`Island Surfing' Mechanism of Electron Acceleration During Magnetic Reconnection

TL;DR

This paper investigates how secondary magnetic islands formed during magnetic reconnection act as efficient accelerators of electrons, revealing a mechanism where trapped electrons gain energy from the reconnection electric field.

Contribution

It demonstrates that secondary islands serve as effective electron accelerators by trapping electrons and energizing them via the reconnection electric field, clarifying the electron energization process.

Findings

Secondary islands are efficient electron accelerators.

Electrons trapped inside islands gain energy continuously.

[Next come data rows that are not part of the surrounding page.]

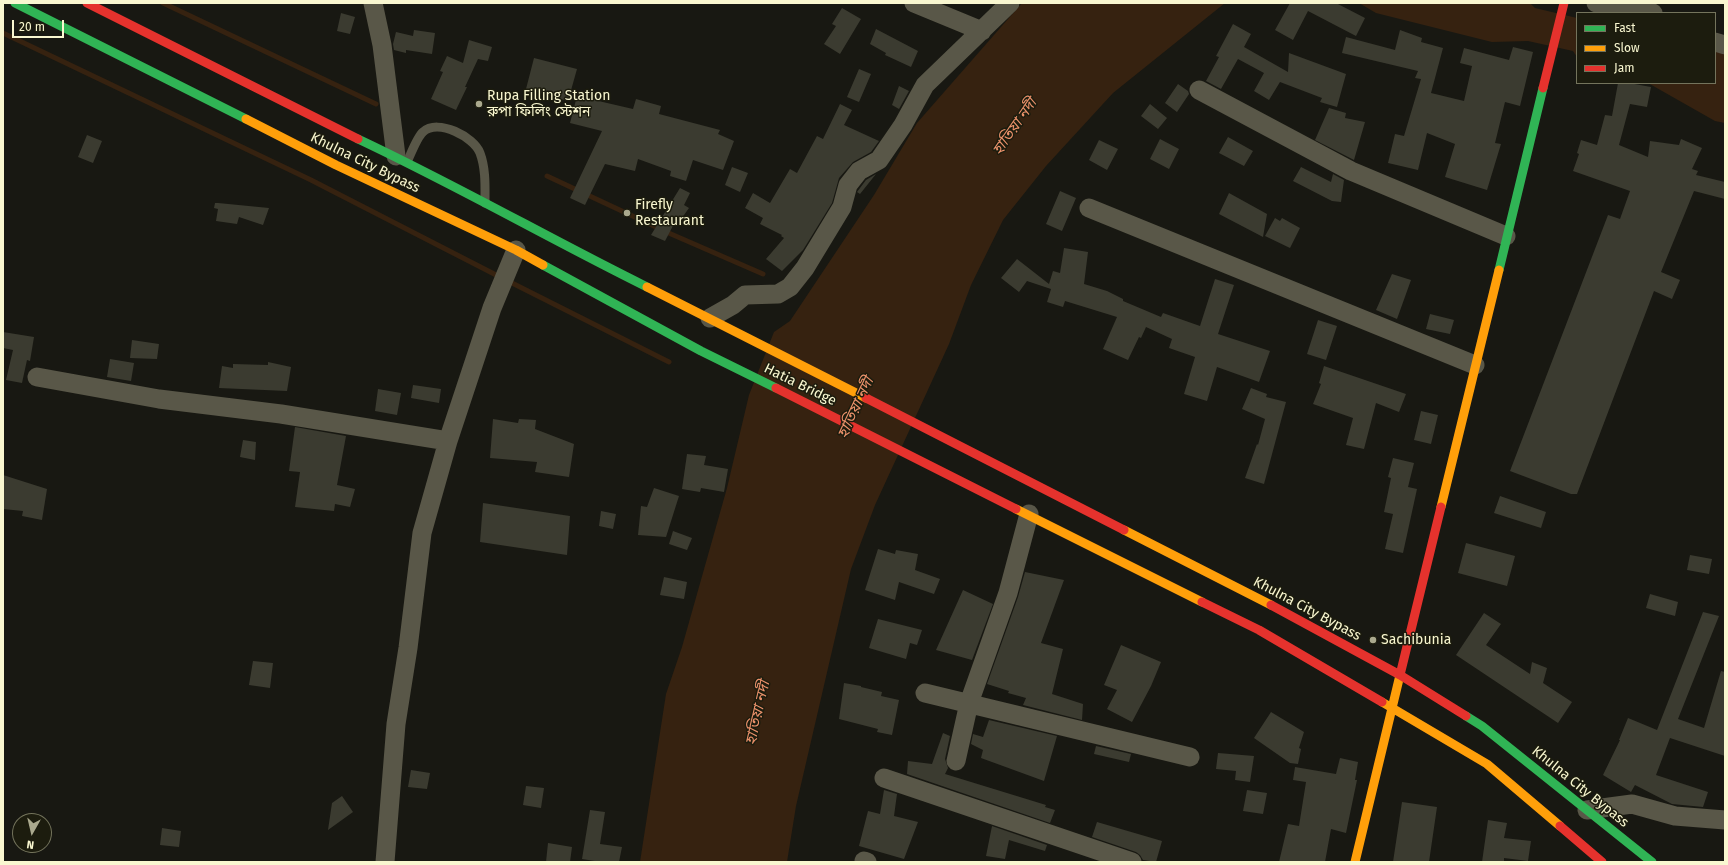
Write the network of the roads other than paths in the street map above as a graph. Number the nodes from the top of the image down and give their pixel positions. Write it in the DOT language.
graph roads {
  1 [pos="16,3"];
  2 [pos="87,3"];
  3 [pos="373,3"];
  4 [pos="914,3"];
  5 [pos="1010,3"];
  6 [pos="1596,3"];
  7 [pos="1563,7"];
  8 [pos="1650,12"];
  9 [pos="982,31"];
  10 [pos="1199,90"];
  11 [pos="402,159"];
  12 [pos="485,203"];
  13 [pos="1088,208"];
  14 [pos="1506,236"];
  15 [pos="516,250"];
  16 [pos="713,319"];
  17 [pos="701,351"];
  18 [pos="1475,365"];
  19 [pos="37,377"];
  20 [pos="448,441"];
  21 [pos="985,460"];
  22 [pos="1030,514"];
  23 [pos="1400,675"];
  24 [pos="925,693"];
  25 [pos="969,703"];
  26 [pos="1392,708"];
  27 [pos="1190,757"];
  28 [pos="956,761"];
  29 [pos="884,778"];
  30 [pos="1586,810"];
  31 [pos="1725,820"];
  32 [pos="385,862"];
  33 [pos="1132,862"];
  34 [pos="1355,862"];
  35 [pos="1602,862"];
  36 [pos="1652,862"];
  1 -- 15 [label="main road, Khulna City Bypass"];
  2 -- 11 [label="main road, Khulna City Bypass"];
  3 -- 11 [label="street"];
  4 -- 9 [label="street"];
  5 -- 9 [label="street"];
  6 -- 8 [label="street"];
  7 -- 14 [label="main road"];
  9 -- 16 [label="street"];
  10 -- 14 [label="street"];
  11 -- 12 [label="main road, Khulna City Bypass"];
  11 -- 12 [label="lane"];
  12 -- 16 [label="main road, Khulna City Bypass"];
  13 -- 18 [label="street"];
  14 -- 18 [label="main road"];
  15 -- 17 [label="main road, Khulna City Bypass"];
  15 -- 20 [label="street"];
  16 -- 21 [label="main road, Hatia Bridge"];
  17 -- 22 [label="main road, Hatia Bridge"];
  18 -- 23 [label="main road"];
  19 -- 20 [label="street"];
  20 -- 32 [label="street"];
  21 -- 23 [label="main road, Khulna City Bypass"];
  22 -- 25 [label="street"];
  22 -- 26 [label="main road"];
  23 -- 26 [label="main road"];
  23 -- 30 [label="main road, Khulna City Bypass"];
  24 -- 25 [label="street"];
  25 -- 27 [label="street"];
  25 -- 28 [label="street"];
  26 -- 34 [label="main road"];
  26 -- 35 [label="main road"];
  29 -- 33 [label="street"];
  30 -- 31 [label="street"];
  30 -- 36 [label="main road, Khulna City Bypass"];
}
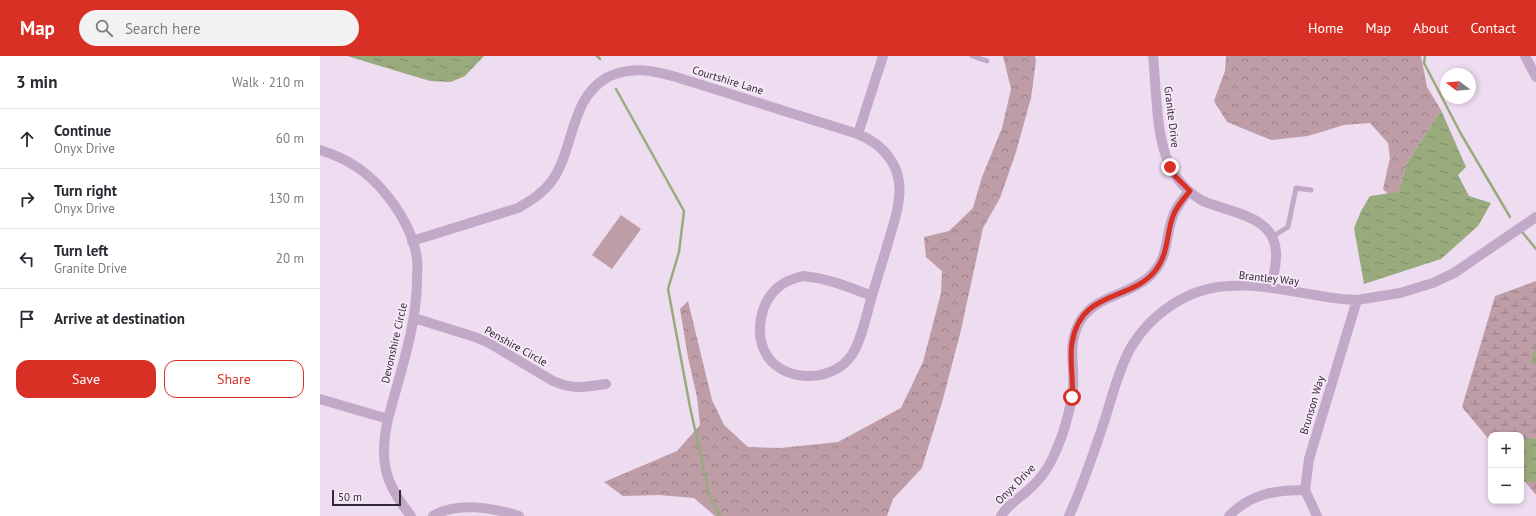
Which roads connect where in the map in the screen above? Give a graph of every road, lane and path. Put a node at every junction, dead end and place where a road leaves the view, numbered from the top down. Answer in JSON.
{"nodes":[{"id":1,"x":883,"y":56,"type":"edge"},
{"id":2,"x":972,"y":56,"type":"edge"},
{"id":3,"x":1153,"y":56,"type":"edge"},
{"id":4,"x":1525,"y":56,"type":"edge"},
{"id":5,"x":987,"y":61,"type":"dead end"},
{"id":6,"x":1536,"y":77,"type":"edge"},
{"id":7,"x":858,"y":134,"type":"junction"},
{"id":8,"x":320,"y":150,"type":"edge"},
{"id":9,"x":1311,"y":190,"type":"dead end"},
{"id":10,"x":1190,"y":191,"type":"junction"},
{"id":11,"x":1536,"y":217,"type":"edge"},
{"id":12,"x":1272,"y":238,"type":"junction"},
{"id":13,"x":412,"y":241,"type":"junction"},
{"id":14,"x":1271,"y":288,"type":"junction"},
{"id":15,"x":872,"y":296,"type":"junction"},
{"id":16,"x":1357,"y":300,"type":"junction"},
{"id":17,"x":414,"y":318,"type":"junction"},
{"id":18,"x":606,"y":384,"type":"dead end"},
{"id":19,"x":320,"y":398,"type":"edge"},
{"id":20,"x":388,"y":419,"type":"junction"},
{"id":21,"x":1305,"y":490,"type":"junction"},
{"id":22,"x":411,"y":516,"type":"edge"},
{"id":23,"x":433,"y":516,"type":"edge"},
{"id":24,"x":519,"y":516,"type":"edge"},
{"id":25,"x":1001,"y":516,"type":"edge"},
{"id":26,"x":1069,"y":516,"type":"edge"},
{"id":27,"x":1229,"y":516,"type":"edge"},
{"id":28,"x":1317,"y":516,"type":"edge"}],
"edges":[{"from":1,"to":7,"type":"street"},
{"from":2,"to":5,"type":"lane"},
{"from":3,"to":10,"type":"street","name":"Granite Drive"},
{"from":4,"to":6,"type":"street"},
{"from":7,"to":13,"type":"street","name":"Courtshire Lane"},
{"from":7,"to":15,"type":"street","name":"Courtshire Lane"},
{"from":8,"to":13,"type":"street","name":"Devonshire Circle"},
{"from":9,"to":12,"type":"lane"},
{"from":10,"to":12,"type":"street","name":"Granite Drive"},
{"from":10,"to":25,"type":"street","name":"Onyx Drive"},
{"from":11,"to":16,"type":"street","name":"Brantley Way"},
{"from":12,"to":14,"type":"street","name":"Granite Drive"},
{"from":13,"to":17,"type":"street","name":"Devonshire Circle"},
{"from":14,"to":16,"type":"street","name":"Brantley Way"},
{"from":14,"to":26,"type":"street","name":"Brantley Way"},
{"from":15,"to":15,"type":"street","name":"Courtshire Lane"},
{"from":16,"to":21,"type":"street","name":"Brunson Way"},
{"from":17,"to":18,"type":"street","name":"Penshire Circle"},
{"from":17,"to":20,"type":"street","name":"Devonshire Circle"},
{"from":19,"to":20,"type":"street"},
{"from":20,"to":22,"type":"street","name":"Devonshire Circle"},
{"from":21,"to":27,"type":"street"},
{"from":21,"to":28,"type":"street"},
{"from":23,"to":24,"type":"street"}]}
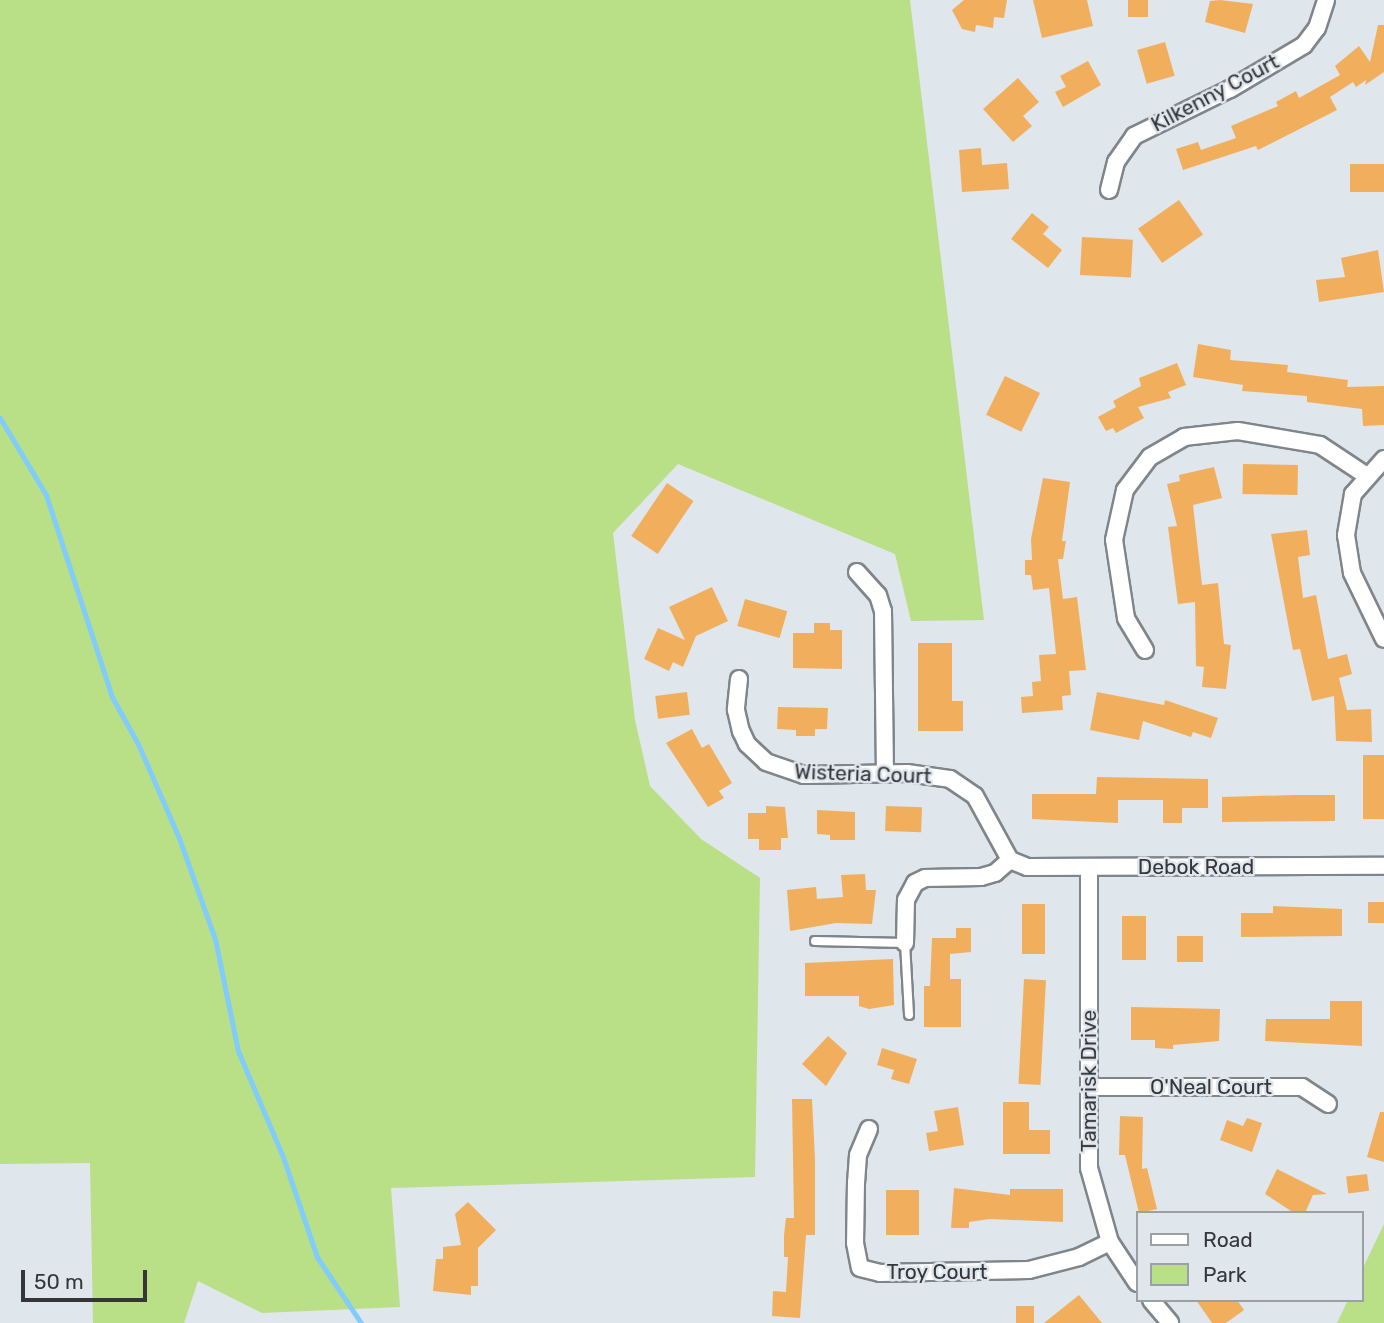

Size and speed of islands match observations in the magnetotail.

Abstract

One of the key unresolved problems in the study of space plasmas is to explain the production of energetic electrons as magnetic field lines `reconnect' and release energy in a exposive manner. Recent observations suggest possible roles played by small scale magnetic islands in the reconnection region, but their precise roles and the exact mechanism of electron energization have remained unclear. Here we show that secondary islands generated in the reconnection region are indeed efficient electron accelerators. We found that, when electrons are trapped inside the islands, they are energized continuously by the reconnection electric field prevalent in the reconnection diffusion region. The size and the propagation speed of the secondary islands are similar to those of islands observed in the magnetotail containing energertic electrons.